What to work on
Your answer should be the full data, transcribed exactly, with no pictures in it.

[Stored items from a collection]
========================================
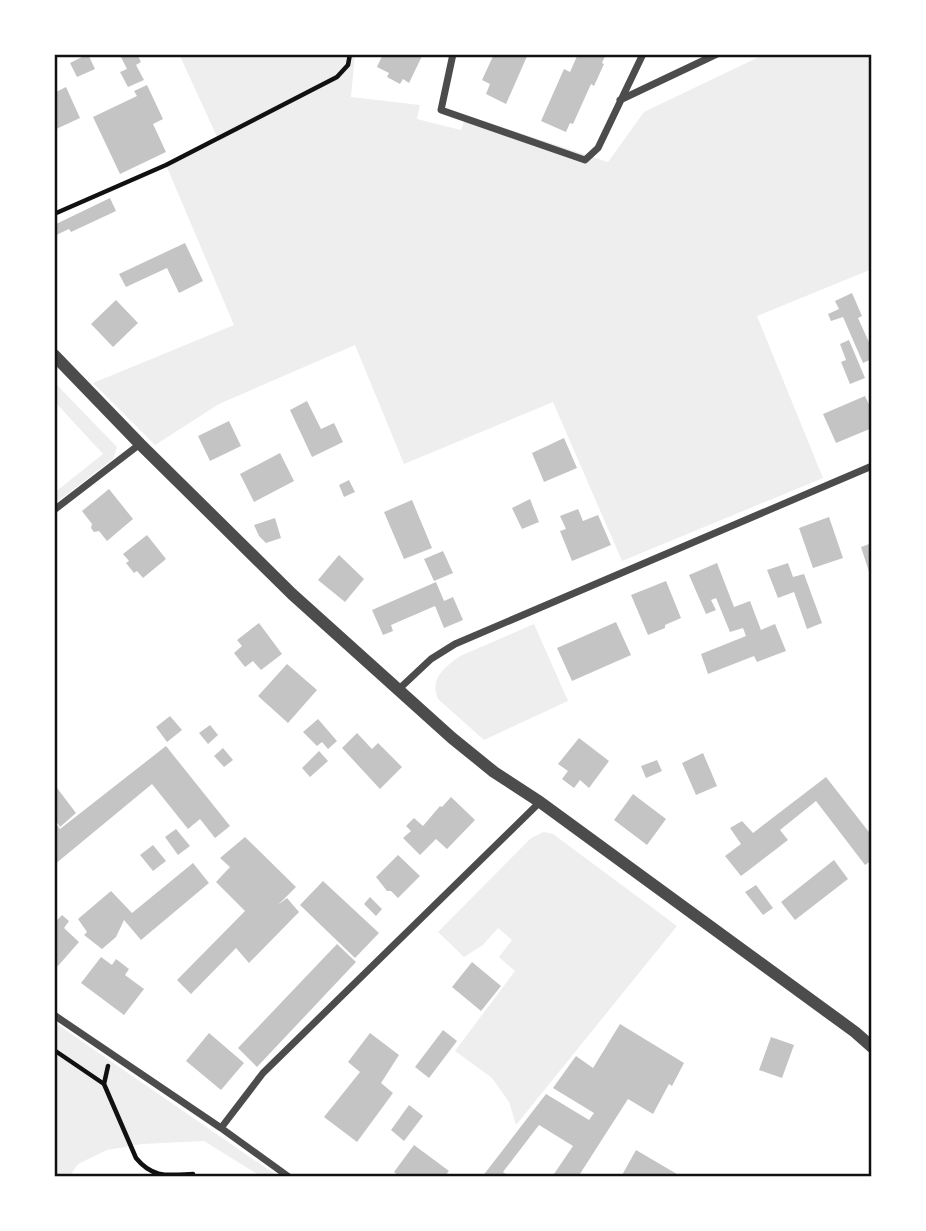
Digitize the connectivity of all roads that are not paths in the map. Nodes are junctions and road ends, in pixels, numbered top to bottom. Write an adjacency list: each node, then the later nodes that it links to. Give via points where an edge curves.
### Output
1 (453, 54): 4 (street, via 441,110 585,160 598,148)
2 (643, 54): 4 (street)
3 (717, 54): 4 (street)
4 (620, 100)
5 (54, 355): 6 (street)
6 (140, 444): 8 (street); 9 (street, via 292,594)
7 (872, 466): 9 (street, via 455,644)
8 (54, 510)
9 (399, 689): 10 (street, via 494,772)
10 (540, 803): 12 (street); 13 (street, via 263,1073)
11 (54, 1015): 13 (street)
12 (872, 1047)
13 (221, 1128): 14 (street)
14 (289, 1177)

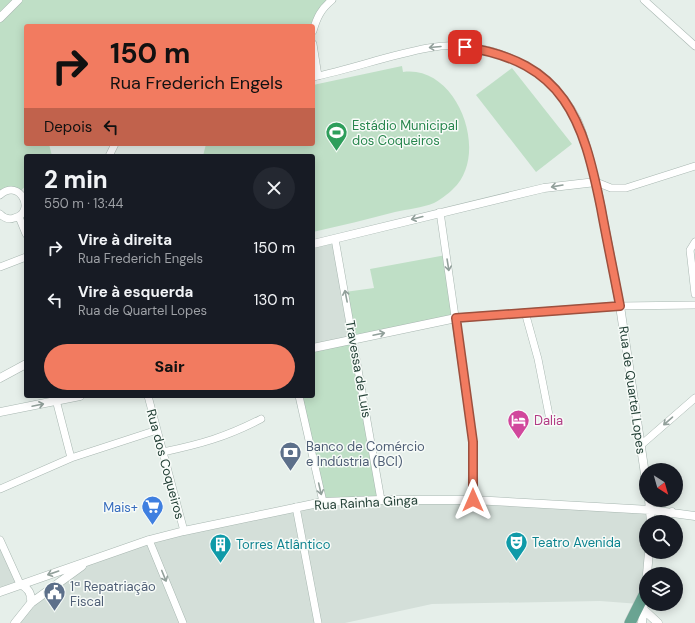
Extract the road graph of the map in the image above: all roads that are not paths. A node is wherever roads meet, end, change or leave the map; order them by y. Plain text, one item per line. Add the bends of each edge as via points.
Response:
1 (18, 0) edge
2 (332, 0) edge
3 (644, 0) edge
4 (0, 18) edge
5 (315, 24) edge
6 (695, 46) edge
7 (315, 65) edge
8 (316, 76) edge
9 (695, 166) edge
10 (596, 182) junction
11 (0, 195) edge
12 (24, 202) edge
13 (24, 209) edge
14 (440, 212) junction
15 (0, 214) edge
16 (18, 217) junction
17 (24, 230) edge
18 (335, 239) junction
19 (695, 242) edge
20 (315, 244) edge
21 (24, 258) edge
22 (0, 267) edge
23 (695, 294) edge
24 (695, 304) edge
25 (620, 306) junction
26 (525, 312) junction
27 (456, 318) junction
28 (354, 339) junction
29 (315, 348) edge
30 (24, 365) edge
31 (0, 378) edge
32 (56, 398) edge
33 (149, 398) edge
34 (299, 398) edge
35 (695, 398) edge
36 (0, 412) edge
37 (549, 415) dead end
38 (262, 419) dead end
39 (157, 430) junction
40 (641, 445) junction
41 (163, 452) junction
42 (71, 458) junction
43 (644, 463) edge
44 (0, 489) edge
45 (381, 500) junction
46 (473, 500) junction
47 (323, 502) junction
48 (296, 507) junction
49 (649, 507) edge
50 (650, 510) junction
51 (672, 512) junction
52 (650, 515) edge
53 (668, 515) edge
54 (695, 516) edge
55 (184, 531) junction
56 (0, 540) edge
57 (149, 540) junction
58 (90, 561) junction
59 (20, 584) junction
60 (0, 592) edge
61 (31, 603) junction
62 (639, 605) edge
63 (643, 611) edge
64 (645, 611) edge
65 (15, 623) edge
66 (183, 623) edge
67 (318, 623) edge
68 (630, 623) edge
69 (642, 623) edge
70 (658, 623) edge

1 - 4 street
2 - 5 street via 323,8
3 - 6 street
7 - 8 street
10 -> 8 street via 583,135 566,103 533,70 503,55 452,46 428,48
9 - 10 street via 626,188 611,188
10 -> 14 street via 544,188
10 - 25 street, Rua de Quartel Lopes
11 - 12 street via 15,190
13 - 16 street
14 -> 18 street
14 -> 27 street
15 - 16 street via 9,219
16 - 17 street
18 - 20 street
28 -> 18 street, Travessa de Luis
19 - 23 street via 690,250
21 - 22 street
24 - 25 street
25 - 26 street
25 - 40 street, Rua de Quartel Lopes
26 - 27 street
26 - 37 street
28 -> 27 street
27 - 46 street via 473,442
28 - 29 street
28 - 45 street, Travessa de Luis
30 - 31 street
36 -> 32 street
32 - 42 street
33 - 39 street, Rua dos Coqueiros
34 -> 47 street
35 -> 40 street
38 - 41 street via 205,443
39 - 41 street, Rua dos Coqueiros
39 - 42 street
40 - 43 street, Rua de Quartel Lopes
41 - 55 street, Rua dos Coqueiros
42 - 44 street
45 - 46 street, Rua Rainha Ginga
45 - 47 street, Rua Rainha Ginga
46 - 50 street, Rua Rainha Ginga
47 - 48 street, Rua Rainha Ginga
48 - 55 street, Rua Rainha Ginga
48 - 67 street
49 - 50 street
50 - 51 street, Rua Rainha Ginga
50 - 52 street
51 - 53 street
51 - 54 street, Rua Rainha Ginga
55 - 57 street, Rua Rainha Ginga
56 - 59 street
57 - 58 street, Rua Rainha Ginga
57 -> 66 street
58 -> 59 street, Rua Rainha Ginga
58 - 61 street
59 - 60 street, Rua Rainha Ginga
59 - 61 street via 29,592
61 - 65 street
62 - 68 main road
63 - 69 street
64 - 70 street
========================================
Problem solution
Digitize the connectivity of all roads that are not paths in the map. Nodes are junctions and road ends, in pixels, numbered top to bottom. Write an adjacency list: each node, then the later nodes that it links to. Give via points where an edge curves.
### Output
1 (453, 54): 4 (street, via 441,110 585,160 598,148)
2 (643, 54): 4 (street)
3 (717, 54): 4 (street)
4 (620, 100)
5 (54, 355): 6 (street)
6 (140, 444): 8 (street); 9 (street, via 292,594)
7 (872, 466): 9 (street, via 455,644)
8 (54, 510)
9 (399, 689): 10 (street, via 494,772)
10 (540, 803): 12 (street); 13 (street, via 263,1073)
11 (54, 1015): 13 (street)
12 (872, 1047)
13 (221, 1128): 14 (street)
14 (289, 1177)

Extract the road graph of the map in the image above: all roads that are not paths. A node is wherever roads meet, end, change or leave the map; order them by y. Plain text, one item per line. Add the bends of each edge as via points.
Response:
1 (18, 0) edge
2 (332, 0) edge
3 (644, 0) edge
4 (0, 18) edge
5 (315, 24) edge
6 (695, 46) edge
7 (315, 65) edge
8 (316, 76) edge
9 (695, 166) edge
10 (596, 182) junction
11 (0, 195) edge
12 (24, 202) edge
13 (24, 209) edge
14 (440, 212) junction
15 (0, 214) edge
16 (18, 217) junction
17 (24, 230) edge
18 (335, 239) junction
19 (695, 242) edge
20 (315, 244) edge
21 (24, 258) edge
22 (0, 267) edge
23 (695, 294) edge
24 (695, 304) edge
25 (620, 306) junction
26 (525, 312) junction
27 (456, 318) junction
28 (354, 339) junction
29 (315, 348) edge
30 (24, 365) edge
31 (0, 378) edge
32 (56, 398) edge
33 (149, 398) edge
34 (299, 398) edge
35 (695, 398) edge
36 (0, 412) edge
37 (549, 415) dead end
38 (262, 419) dead end
39 (157, 430) junction
40 (641, 445) junction
41 (163, 452) junction
42 (71, 458) junction
43 (644, 463) edge
44 (0, 489) edge
45 (381, 500) junction
46 (473, 500) junction
47 (323, 502) junction
48 (296, 507) junction
49 (649, 507) edge
50 (650, 510) junction
51 (672, 512) junction
52 (650, 515) edge
53 (668, 515) edge
54 (695, 516) edge
55 (184, 531) junction
56 (0, 540) edge
57 (149, 540) junction
58 (90, 561) junction
59 (20, 584) junction
60 (0, 592) edge
61 (31, 603) junction
62 (639, 605) edge
63 (643, 611) edge
64 (645, 611) edge
65 (15, 623) edge
66 (183, 623) edge
67 (318, 623) edge
68 (630, 623) edge
69 (642, 623) edge
70 (658, 623) edge

1 - 4 street
2 - 5 street via 323,8
3 - 6 street
7 - 8 street
10 -> 8 street via 583,135 566,103 533,70 503,55 452,46 428,48
9 - 10 street via 626,188 611,188
10 -> 14 street via 544,188
10 - 25 street, Rua de Quartel Lopes
11 - 12 street via 15,190
13 - 16 street
14 -> 18 street
14 -> 27 street
15 - 16 street via 9,219
16 - 17 street
18 - 20 street
28 -> 18 street, Travessa de Luis
19 - 23 street via 690,250
21 - 22 street
24 - 25 street
25 - 26 street
25 - 40 street, Rua de Quartel Lopes
26 - 27 street
26 - 37 street
28 -> 27 street
27 - 46 street via 473,442
28 - 29 street
28 - 45 street, Travessa de Luis
30 - 31 street
36 -> 32 street
32 - 42 street
33 - 39 street, Rua dos Coqueiros
34 -> 47 street
35 -> 40 street
38 - 41 street via 205,443
39 - 41 street, Rua dos Coqueiros
39 - 42 street
40 - 43 street, Rua de Quartel Lopes
41 - 55 street, Rua dos Coqueiros
42 - 44 street
45 - 46 street, Rua Rainha Ginga
45 - 47 street, Rua Rainha Ginga
46 - 50 street, Rua Rainha Ginga
47 - 48 street, Rua Rainha Ginga
48 - 55 street, Rua Rainha Ginga
48 - 67 street
49 - 50 street
50 - 51 street, Rua Rainha Ginga
50 - 52 street
51 - 53 street
51 - 54 street, Rua Rainha Ginga
55 - 57 street, Rua Rainha Ginga
56 - 59 street
57 - 58 street, Rua Rainha Ginga
57 -> 66 street
58 -> 59 street, Rua Rainha Ginga
58 - 61 street
59 - 60 street, Rua Rainha Ginga
59 - 61 street via 29,592
61 - 65 street
62 - 68 main road
63 - 69 street
64 - 70 street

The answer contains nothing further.